【G1回顧・帝王賞】上半期を豪華に締めた! 武豊・コパノリッキーが完全復活を告げる圧勝劇!秋にはアメリカ挑戦も
強いコパノリッキーが完全復活した。
いや、むしろ「全盛期より、さらに凄みを増して帰ってきた」と述べて方が適切なのかもしれない。それくらい今回のコパノリッキーのレースぶりは完璧で、何よりも力強かった。
昨年こそメンバーが揃わず単勝1.5倍のホッコータルマエが完勝したが、今年はコパノリッキーにホッコータルマエを加え、昨年の東京大賞典でこの2頭を打ち破ったサウンドトゥルー、4歳最強といわれるノンコノユメ、さらには今年になって充実一途を迎えているアスカノロマンまでが「5強」を形成。
一転して、充実した「春のダート最強馬決定戦」となった。
レースはコパノリッキーでも、ホッコータルマエでもなく、6番人気のクリソライトがハナを切る波乱の幕開け。2番手にアスカノロマンが続き、スタンドは早くも大きなどよめきに包まれた。

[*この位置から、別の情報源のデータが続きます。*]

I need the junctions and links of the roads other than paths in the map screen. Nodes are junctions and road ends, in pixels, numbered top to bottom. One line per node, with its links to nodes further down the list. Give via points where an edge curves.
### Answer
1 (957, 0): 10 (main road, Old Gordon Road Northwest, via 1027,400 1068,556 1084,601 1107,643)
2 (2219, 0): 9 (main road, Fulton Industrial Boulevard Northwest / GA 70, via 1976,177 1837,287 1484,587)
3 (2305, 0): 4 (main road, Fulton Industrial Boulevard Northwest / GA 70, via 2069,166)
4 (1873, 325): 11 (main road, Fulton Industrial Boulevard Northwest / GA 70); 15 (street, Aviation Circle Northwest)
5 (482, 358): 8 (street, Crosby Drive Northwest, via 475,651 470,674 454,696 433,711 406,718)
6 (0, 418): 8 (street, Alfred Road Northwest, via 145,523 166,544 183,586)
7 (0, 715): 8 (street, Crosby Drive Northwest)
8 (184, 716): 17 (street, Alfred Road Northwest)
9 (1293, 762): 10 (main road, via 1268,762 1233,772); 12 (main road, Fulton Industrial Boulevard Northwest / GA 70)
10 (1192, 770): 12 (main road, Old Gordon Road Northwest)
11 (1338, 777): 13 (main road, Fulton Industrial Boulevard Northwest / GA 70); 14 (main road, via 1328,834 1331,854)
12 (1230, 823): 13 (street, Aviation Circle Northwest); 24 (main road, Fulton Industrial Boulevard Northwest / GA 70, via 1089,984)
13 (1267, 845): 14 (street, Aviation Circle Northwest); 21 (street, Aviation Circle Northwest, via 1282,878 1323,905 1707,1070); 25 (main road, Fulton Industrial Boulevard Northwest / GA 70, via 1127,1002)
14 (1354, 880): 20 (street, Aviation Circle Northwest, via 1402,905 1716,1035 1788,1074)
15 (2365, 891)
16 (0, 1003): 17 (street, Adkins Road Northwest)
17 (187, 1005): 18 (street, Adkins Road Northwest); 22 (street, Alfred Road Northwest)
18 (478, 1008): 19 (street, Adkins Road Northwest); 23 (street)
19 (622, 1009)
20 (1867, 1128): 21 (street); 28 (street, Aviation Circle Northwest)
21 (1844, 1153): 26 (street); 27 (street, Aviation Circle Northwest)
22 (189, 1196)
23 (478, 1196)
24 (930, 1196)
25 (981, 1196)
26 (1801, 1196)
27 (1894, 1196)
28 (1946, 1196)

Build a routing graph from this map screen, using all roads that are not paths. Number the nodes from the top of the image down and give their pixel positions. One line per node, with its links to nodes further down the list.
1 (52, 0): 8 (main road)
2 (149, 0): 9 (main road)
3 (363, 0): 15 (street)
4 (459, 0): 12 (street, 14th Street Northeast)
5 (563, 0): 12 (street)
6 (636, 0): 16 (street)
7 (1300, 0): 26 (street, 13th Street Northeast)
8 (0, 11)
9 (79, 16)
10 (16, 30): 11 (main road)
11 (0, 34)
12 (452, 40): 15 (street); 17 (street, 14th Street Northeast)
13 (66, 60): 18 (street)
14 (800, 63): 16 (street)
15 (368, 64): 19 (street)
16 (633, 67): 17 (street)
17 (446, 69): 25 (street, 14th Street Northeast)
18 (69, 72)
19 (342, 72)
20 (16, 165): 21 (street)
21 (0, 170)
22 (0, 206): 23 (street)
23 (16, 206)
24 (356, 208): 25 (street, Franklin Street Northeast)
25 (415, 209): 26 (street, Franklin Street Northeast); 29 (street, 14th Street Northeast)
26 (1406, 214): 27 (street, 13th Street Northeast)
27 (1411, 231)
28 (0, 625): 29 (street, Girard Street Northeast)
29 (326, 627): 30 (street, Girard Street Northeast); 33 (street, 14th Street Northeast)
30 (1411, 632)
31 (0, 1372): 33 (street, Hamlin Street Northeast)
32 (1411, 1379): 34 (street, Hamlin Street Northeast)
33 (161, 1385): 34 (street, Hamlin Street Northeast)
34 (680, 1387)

先手を譲ったコパノリッキーは3番手、それを見るような形でホッコータルマエ。サウンドトゥルーとノンコノユメは、いつもどおり中団より後ろに位置取った。
いくら雨の影響で不良馬場とはいえ、スタートから2ハロン目の「11.2秒」は芝のスプリント戦並みのタイムである。つまり、クリソライトとアスカノロマンはコパノリッキーやホッコータルマエから先手を奪うために、相当な無理をしたということになる。
しかし、スタートから600mを「36秒」で通過したものの、600mから1000mまでの区間でペースは落ち着きを取り戻し、1000mの通過は「62.2秒」。これでクリソライトとアスカノロマン以外の先行馬の体力的な不利は、ほぼなくなった。
そんな中、レースが動いたのは3コーナーを回ったところだった。
3番手を追走していたコパノリッキーが抜群の手応えで進出を開始すると、一瞬にして前の2頭を飲み込んで先頭に躍り出る。スタンドからは火のついたような歓声が上がり、ぐんぐん加速するコパノリッキー。マークしていたホッコータルマエが必死に差を詰めようとするが、離されないだけで精一杯という感じだった。
いや、追走するだけで限界だったのはホッコータルマエだけではない。それくらいコパノリッキーの手応えは圧倒的だった。4コーナーを回り、各馬の鞍上が必死に相棒にゲキを送っている中、コパノリッキーの鞍上・武豊騎手はズレたゴーグルの位置を直していたのだ。
つまりコパノリッキーの手応えがいかに図抜けたものであったか、天才騎手が見せた「一瞬の余裕」が、そのすべてを物語っていたということだ。
最後の直線に入ってからはコパノリッキーのワンマンショー。独走するコパノリッキーについて行けずに馬群がばらけ、それを捌いてきたノンコノユメでさえ、影すら踏める気配がない。最後はノンコノユメも3着サウンドトゥルーに5馬身の差をつけたが、その3馬身以上前に、悠々とゴールするコパノリッキーの姿があった。